Lale fa il tatuatore nel campo di concentramento di Auschwitz. È un ebreo anche lui. Sotto un cielo plumbeo e contro uno sfondo di casermoni e filo spinato ogni giorno una fila di donne si presenta a lui con un bigliettino e un numero di cinque cifre scritto sopra. Lale lo prende, afferra il braccio di chi glielo porge e incide la cifra.
Lale è a suo modo un carnefice. Lui non uccide il corpo, ma l’identità. Prima di passare sotto le sue mani, le donne in fila hanno un nome e un cognome, esseri umani fatti di carne ed emozioni, lui li sostituisce con un numero, razionale e assurdo nello stesso tempo, sequenza di cifre ordinate, ma comunque perse nella moltitudine. L’uomo lavora a testa bassa. Prova ribrezzo per la sua opera, si vergogna di se stesso e di ciò che è dovuto diventare suo malgrado: è un operaio in un’orribile catena di montaggio.
Un giorno incontra lo sguardo di Gita. Lei gli porge il biglietto, lui le tatua il numero. Ma i loro occhi non si lasciano dopo quel primo abbraccio e i loro nomi, uno per l’altro, non sono destinati a finire in una sterile sequenza di cifre.
Il tatuatore di Auschwitz edito da Garzanti, è il primo romanzo della scrittrice neozelandese Heather Morris.
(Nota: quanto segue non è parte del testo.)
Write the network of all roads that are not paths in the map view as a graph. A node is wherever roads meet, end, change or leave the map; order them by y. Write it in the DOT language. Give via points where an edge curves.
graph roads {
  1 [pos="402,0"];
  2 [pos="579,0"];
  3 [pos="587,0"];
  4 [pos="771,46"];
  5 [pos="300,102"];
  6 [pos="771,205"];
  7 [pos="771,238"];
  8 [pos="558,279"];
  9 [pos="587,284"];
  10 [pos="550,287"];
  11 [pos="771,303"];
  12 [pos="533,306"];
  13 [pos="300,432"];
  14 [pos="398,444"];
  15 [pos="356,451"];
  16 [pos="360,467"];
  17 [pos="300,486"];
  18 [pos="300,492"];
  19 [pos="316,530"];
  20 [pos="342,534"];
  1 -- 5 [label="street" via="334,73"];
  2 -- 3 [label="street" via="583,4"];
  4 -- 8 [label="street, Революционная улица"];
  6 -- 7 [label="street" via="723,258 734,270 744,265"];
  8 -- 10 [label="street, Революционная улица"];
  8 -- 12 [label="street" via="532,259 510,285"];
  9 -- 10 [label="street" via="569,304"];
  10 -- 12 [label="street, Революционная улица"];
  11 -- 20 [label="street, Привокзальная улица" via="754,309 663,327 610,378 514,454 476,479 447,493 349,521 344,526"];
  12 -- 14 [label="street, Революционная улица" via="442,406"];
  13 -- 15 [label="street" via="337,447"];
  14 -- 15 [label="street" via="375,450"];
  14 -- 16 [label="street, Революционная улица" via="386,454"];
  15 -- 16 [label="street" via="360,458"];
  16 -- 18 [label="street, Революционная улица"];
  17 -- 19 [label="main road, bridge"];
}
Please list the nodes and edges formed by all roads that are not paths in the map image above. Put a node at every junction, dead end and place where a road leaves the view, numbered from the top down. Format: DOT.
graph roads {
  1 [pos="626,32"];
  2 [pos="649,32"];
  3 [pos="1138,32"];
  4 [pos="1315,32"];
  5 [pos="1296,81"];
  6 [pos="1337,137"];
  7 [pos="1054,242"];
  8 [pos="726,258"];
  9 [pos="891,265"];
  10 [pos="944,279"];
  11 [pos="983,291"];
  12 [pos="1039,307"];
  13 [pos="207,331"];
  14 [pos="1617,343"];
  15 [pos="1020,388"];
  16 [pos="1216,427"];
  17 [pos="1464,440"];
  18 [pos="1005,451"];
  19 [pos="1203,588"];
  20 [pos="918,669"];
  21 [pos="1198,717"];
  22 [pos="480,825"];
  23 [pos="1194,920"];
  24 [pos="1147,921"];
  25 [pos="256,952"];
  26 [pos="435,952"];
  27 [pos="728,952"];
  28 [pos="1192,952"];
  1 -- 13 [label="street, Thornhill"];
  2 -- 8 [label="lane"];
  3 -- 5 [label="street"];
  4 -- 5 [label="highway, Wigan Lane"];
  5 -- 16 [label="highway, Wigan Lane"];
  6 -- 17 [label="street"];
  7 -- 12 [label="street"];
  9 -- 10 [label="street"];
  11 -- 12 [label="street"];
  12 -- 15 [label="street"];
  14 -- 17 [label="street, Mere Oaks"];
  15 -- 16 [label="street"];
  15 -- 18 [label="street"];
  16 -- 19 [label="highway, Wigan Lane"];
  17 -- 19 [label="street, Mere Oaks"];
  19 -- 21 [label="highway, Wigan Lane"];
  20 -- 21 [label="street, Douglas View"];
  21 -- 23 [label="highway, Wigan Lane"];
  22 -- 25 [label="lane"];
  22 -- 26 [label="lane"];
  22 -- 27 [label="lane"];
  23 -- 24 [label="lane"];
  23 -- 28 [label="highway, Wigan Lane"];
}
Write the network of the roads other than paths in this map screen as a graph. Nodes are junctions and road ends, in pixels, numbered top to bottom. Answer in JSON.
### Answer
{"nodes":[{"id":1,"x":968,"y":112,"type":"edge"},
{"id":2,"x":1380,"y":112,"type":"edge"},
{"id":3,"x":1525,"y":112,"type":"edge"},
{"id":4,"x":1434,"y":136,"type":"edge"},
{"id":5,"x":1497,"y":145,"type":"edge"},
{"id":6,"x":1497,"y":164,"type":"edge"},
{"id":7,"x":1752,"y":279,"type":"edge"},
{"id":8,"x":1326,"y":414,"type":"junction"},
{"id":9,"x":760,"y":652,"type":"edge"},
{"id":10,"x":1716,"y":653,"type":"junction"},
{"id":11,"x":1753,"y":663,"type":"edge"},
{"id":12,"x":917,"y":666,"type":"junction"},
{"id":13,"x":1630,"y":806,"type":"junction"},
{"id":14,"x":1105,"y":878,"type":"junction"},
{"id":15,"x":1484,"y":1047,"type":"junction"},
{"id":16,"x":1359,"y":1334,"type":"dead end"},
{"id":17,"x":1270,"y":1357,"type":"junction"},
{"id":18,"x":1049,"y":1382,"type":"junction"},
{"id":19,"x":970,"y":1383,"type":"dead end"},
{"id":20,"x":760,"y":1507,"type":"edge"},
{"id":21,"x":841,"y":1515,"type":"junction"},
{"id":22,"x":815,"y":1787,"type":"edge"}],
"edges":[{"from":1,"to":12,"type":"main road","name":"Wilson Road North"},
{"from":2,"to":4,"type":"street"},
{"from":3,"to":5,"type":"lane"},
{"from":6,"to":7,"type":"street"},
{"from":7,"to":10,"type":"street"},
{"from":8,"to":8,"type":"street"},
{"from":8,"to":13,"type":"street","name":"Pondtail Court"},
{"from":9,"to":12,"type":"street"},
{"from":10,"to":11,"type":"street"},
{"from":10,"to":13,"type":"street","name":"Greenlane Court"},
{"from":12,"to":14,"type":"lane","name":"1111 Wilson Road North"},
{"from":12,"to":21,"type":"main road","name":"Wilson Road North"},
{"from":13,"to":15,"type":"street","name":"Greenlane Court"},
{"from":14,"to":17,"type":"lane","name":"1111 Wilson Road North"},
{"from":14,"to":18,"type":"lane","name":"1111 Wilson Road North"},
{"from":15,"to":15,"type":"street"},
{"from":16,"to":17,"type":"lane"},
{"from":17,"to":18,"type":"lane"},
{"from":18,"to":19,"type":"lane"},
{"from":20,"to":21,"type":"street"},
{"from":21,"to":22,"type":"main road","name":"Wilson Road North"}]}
Pensato inizialmente come sceneggiatura per un film, il racconto è stato adattato alla forma di un romanzo ed è uscito in Italia a gennaio 2018. Il tatuatore di Auschwitz è ispirato alla storia vera di Lale Sokolov che l’autrice del libro ha conosciuto e intervistato.
Lale e Gita sono l’amore che combatte contro l’orrore quotidiano. Sono una debole pianta che prova a mettere radici su un terreno inospitale. La loro vita si trasforma in piccoli gesti quotidiani, racconti abbozzati, sguardi più che altro perché la parola può essere un modo di comunicare troppo razionale in un posto dove la ragione è morta. Lale e Gita sono timidi tentativi di immaginare un futuro anche quando intorno si combatte per accaparrarsi il cibo e ogni giorno si fa di tutto per rimanere vivi.